= Pauline Gandel =

Australian business woman and philanthropist

Pauline Gandel is known as the "matriarch" of the billionaire Gandel family, who own a number of shopping centres. She began her charity work by running an op shop at Chadstone Shopping Centre for Jewish Museum of Australia and Vision Australia for over a decade, and co-founded Gandel Philanthropy with her husband in 1978. The Australian described her as "a fixture of Melbourne's charity landscape".

The Pauline Gandel Children's Gallery at the Melbourne Museum, the Pauline Gandel Women's Imaging Centre at the Royal Women's Hospital and the Pauline Gandel Scholarship at Monash University are named for her.

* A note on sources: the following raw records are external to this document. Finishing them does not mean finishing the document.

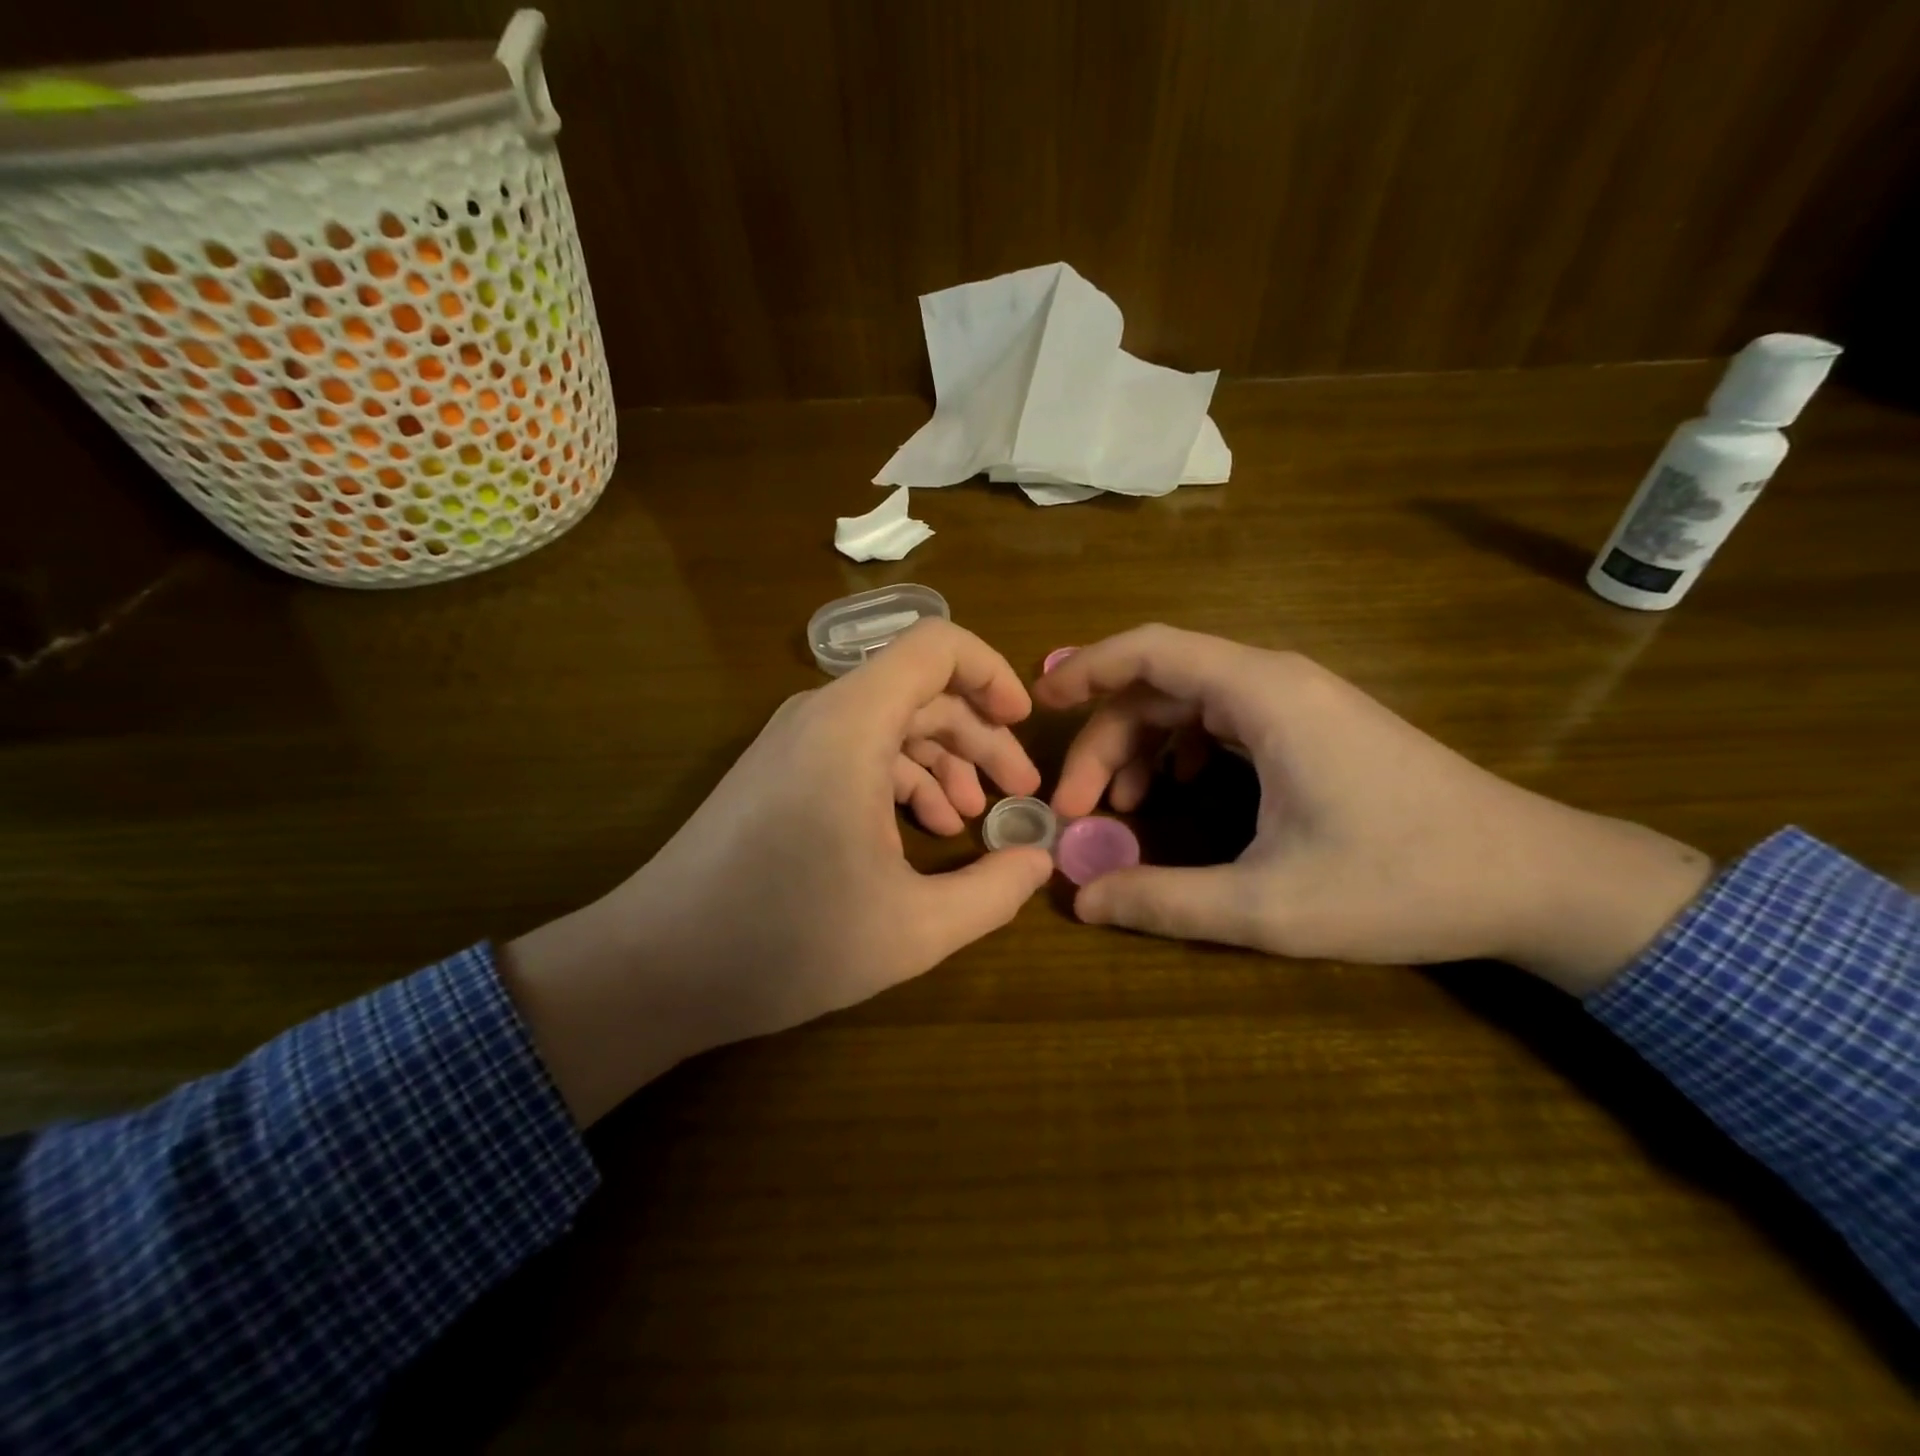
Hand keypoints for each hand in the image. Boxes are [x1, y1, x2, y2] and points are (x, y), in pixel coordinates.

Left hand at [503, 620, 1052, 1124]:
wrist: (655, 968)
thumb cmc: (786, 941)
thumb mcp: (912, 929)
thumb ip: (993, 892)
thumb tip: (1040, 860)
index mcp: (851, 725)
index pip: (937, 646)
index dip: (992, 673)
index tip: (1026, 725)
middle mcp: (820, 716)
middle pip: (920, 692)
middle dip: (980, 737)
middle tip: (1020, 793)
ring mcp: (793, 743)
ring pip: (889, 725)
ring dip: (942, 763)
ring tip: (974, 818)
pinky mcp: (778, 773)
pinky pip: (855, 752)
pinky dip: (899, 781)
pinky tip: (920, 835)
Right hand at [1034, 626, 1712, 995]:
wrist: (1534, 878)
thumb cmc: (1403, 882)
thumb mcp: (1269, 906)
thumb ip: (1164, 901)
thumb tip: (1081, 901)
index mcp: (1263, 697)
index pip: (1150, 651)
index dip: (1085, 668)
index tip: (1037, 703)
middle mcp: (1275, 682)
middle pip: (1158, 685)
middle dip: (1104, 740)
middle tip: (1075, 810)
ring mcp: (1297, 702)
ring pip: (1187, 703)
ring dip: (1138, 748)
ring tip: (1116, 810)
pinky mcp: (1311, 726)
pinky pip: (1220, 721)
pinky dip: (1179, 751)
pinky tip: (1174, 794)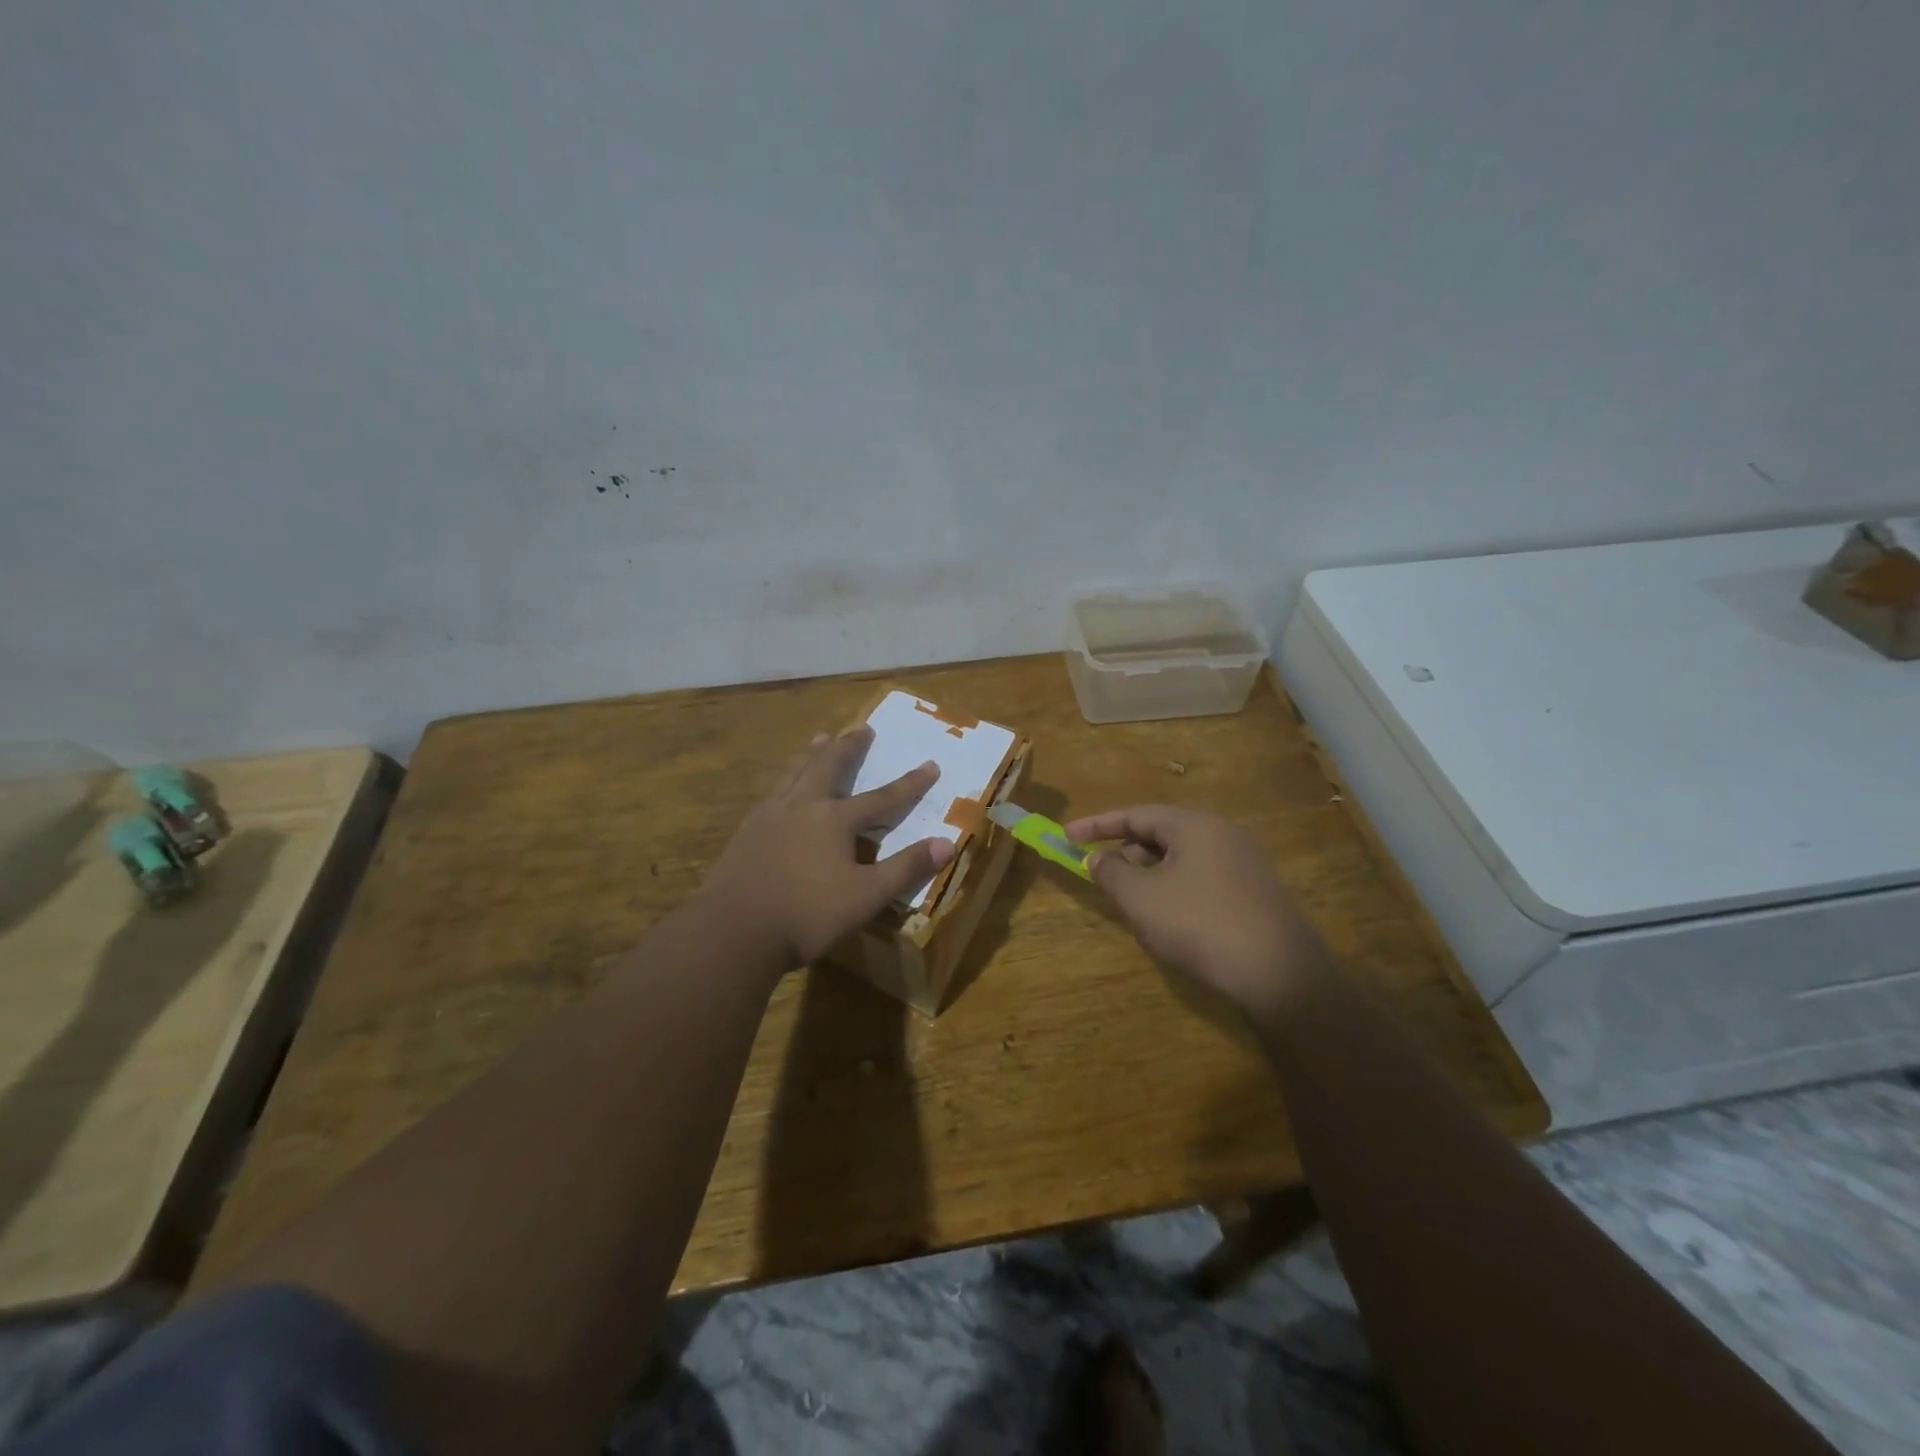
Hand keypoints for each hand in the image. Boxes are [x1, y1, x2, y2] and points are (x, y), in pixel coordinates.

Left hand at [700, 727, 954, 968]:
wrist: (733, 930)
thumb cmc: (806, 915)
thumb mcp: (866, 896)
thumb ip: (906, 868)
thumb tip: (948, 844)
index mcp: (835, 820)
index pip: (882, 798)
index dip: (910, 784)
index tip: (931, 764)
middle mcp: (803, 806)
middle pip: (830, 766)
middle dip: (850, 747)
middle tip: (862, 728)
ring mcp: (770, 815)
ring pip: (796, 772)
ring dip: (813, 753)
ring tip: (821, 737)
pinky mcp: (746, 831)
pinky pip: (772, 791)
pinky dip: (786, 778)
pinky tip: (781, 786)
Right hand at [1063, 804, 1331, 1020]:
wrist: (1280, 974)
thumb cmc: (1200, 924)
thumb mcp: (1142, 899)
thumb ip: (1111, 872)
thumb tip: (1097, 858)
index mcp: (1193, 825)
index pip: (1135, 814)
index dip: (1096, 825)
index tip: (1066, 836)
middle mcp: (1221, 834)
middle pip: (1160, 834)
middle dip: (1125, 853)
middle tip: (1099, 874)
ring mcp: (1243, 863)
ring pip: (1181, 859)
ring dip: (1149, 875)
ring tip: (1130, 903)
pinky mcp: (1255, 893)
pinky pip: (1202, 879)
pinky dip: (1175, 889)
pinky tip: (1169, 922)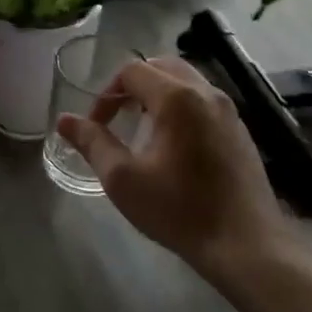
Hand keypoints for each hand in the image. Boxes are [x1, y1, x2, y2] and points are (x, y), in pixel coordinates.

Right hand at [58, 56, 287, 270]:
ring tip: (143, 128)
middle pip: (160, 66)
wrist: (246, 245)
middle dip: (133, 85)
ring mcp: (228, 109)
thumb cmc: (180, 210)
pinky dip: (182, 106)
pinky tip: (175, 145)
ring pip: (186, 80)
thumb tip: (64, 120)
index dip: (106, 94)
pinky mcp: (241, 129)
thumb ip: (93, 143)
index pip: (131, 71)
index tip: (97, 126)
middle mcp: (205, 92)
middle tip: (118, 117)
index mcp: (176, 97)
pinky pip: (204, 100)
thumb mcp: (123, 180)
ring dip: (159, 93)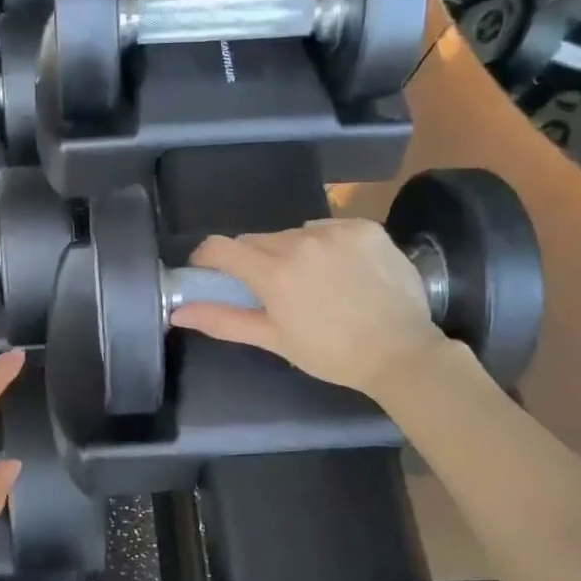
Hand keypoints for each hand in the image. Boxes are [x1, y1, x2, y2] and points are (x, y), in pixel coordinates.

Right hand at [169, 218, 446, 398]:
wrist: (402, 352)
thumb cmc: (332, 353)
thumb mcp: (275, 340)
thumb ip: (224, 320)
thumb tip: (178, 312)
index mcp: (274, 272)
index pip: (220, 247)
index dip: (207, 258)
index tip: (210, 273)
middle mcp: (301, 241)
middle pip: (256, 240)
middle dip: (254, 261)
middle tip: (270, 290)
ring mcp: (336, 230)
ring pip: (293, 233)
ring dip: (291, 251)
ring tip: (314, 281)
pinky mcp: (365, 227)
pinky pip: (328, 228)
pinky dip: (326, 244)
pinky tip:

The gallery was funded with a $1 million donation from Gandel personally, the largest donation from an individual in Museum Victoria's history.

She was made a Companion of the Order of Australia, the highest possible Australian honour, in January 2019, for "eminent service to the community through humanitarian, philanthropic and fundraising endeavours, to social inclusion, and to Australia-Japan relations". She had previously been awarded Japan's Order of the Rising Sun, Gold Rays with Rosette, in 2014, for her efforts to promote "mutual understanding of Japanese culture in Australia through Japanese art and tea ceremony".